### Problem
Repeat every record below, word for word.

START Task material

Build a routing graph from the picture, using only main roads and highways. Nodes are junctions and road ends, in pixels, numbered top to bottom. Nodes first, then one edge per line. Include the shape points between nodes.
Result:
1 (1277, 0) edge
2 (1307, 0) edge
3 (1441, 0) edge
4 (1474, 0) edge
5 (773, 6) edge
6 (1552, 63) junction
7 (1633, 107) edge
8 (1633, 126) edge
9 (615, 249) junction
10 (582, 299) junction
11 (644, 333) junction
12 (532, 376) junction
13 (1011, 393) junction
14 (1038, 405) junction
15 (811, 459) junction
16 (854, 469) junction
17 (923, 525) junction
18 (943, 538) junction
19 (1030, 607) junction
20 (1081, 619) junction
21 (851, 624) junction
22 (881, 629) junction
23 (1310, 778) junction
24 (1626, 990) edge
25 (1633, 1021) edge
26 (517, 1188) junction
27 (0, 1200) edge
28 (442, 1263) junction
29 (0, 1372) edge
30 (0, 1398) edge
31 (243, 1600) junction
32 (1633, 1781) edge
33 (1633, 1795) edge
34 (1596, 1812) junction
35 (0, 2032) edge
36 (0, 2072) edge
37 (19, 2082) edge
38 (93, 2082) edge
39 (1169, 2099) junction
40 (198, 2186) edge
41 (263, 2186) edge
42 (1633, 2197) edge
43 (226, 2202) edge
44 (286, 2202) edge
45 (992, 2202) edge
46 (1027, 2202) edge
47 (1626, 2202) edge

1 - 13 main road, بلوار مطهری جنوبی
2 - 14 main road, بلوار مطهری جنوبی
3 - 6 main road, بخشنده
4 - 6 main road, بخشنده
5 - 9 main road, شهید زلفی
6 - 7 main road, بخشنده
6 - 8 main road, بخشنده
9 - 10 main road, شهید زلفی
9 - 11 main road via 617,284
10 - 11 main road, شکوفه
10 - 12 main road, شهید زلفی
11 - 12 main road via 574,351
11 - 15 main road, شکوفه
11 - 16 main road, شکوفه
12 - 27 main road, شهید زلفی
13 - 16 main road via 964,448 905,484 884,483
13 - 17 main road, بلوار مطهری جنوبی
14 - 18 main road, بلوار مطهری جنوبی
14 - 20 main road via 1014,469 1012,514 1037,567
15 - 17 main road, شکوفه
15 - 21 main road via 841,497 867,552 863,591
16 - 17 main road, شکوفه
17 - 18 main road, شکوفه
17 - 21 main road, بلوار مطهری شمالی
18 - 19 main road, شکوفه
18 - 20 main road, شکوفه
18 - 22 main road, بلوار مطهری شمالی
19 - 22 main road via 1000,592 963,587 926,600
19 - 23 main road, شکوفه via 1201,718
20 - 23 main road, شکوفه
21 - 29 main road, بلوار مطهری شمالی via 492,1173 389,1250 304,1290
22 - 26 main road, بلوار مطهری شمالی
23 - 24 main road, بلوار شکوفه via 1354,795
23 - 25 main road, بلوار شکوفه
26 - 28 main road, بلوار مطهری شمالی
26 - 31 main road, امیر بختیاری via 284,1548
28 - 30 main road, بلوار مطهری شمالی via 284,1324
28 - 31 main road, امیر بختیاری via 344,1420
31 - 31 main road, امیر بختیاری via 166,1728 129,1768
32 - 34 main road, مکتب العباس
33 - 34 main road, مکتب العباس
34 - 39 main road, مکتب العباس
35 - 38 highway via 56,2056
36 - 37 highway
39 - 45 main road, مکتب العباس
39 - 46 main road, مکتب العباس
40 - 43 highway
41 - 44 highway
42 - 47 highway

END Task material

### Task answer
Build a routing graph from the picture, using only main roads and highways. Nodes are junctions and road ends, in pixels, numbered top to bottom. Nodes first, then one edge per line. Include the shape points between nodes.
Result:
1 (1277, 0) edge
2 (1307, 0) edge
3 (1441, 0) edge
4 (1474, 0) edge
5 (773, 6) edge
6 (1552, 63) junction
7 (1633, 107) edge
8 (1633, 126) edge
9 (615, 249) junction
10 (582, 299) junction
11 (644, 333) junction
12 (532, 376) junction
13 (1011, 393) junction
14 (1038, 405) junction
15 (811, 459) junction
16 (854, 469) junction
17 (923, 525) junction
18 (943, 538) junction
19 (1030, 607) junction
20 (1081, 619) junction
21 (851, 624) junction
22 (881, 629) junction
23 (1310, 778) junction
24 (1626, 990) edge
25 (1633, 1021) edge
26 (517, 1188) junction
27 (0, 1200) edge
28 (442, 1263) junction
29 (0, 1372) edge
30 (0, 1398) edge
31 (243, 1600) junction
32 (1633, 1781) edge
33 (1633, 1795) edge
34 (1596, 1812) junction
35 (0, 2032) edge
36 (0, 2072) edge
37 (19, 2082) edge
38 (93, 2082) edge
39 (1169, 2099) junction
40 (198, 2186) edge
41 (263, 2186) edge
42 (1633, 2197) edge
43 (226, 2202) edge
44 (286, 2202) edge
45 (992, 2202) edge
46 (1027, 2202) edge
47 (1626, 2202) edge

1 - 13 main road, بلوار مطهری جنوبی
2 - 14 main road, بلوار مطهری جنوبی
3 - 6 main road, بخشنده
4 - 6 main road, بخشنده
5 - 9 main road, شهید زلفی
6 - 7 main road, بخشنده
6 - 8 main road, بخشنده
9 - 10 main road, شهید زلفی
9 - 11 main road via 617,284
10 - 11 main road, شکوفه
10 - 12 main road, شهید زلفی
11 - 12 main road via 574,351
11 - 15 main road, شکوفه
11 - 16 main road, شکوفه
12 - 27 main road, شهید زلفی
13 - 16 main road via 964,448 905,484 884,483
13 - 17 main road, بلوار مطهری جنوبی
14 - 18 main road, بلوار مطهری جنوبی
14 - 20 main road via 1014,469 1012,514 1037,567
15 - 17 main road, شکوفه
15 - 21 main road via 841,497 867,552 863,591
16 - 17 main road, شکوفه
17 - 18 main road, شکوفه
17 - 21 main road, بلوار مطهری شمالی
18 - 19 main road, شکوفه
18 - 20 main road, شکوفه
18 - 22 main road, بلوار مطهری شمالی
19 - 22 main road via 1000,592 963,587 926,600
19 - 23 main road, شکوفه via 1201,718
20 - 23 main road, شکوفه
21 - 29 main road, بلوار مطهری شمالی via 492,1173 389,1250 304,1290
22 - 26 main road, بلوار مطهری شمالی
23 - 24 main road, بلوار شکوفه via 1354,795
23 - 25 main road, بلوار شکوفه
26 - 28 main road, بلوار مطهری شمالی
26 - 31 main road, امیر بختیاری via 284,1548
28 - 30 main road, بلوار مطهری شمالی via 284,1324
28 - 31 main road, امیر بختیاری via 344,1420
31 - 31 main road, امیر بختیاری via 166,1728 129,1768
32 - 34 main road, مکتب العباس
33 - 34 main road, مکتب العباس
34 - 39 main road, مکتب العباس
35 - 38 highway via 56,2056
36 - 37 highway
39 - 45 main road, مکتب العباس
39 - 46 main road, مکتب العباس
40 - 43 highway
41 - 44 highway
42 - 47 highway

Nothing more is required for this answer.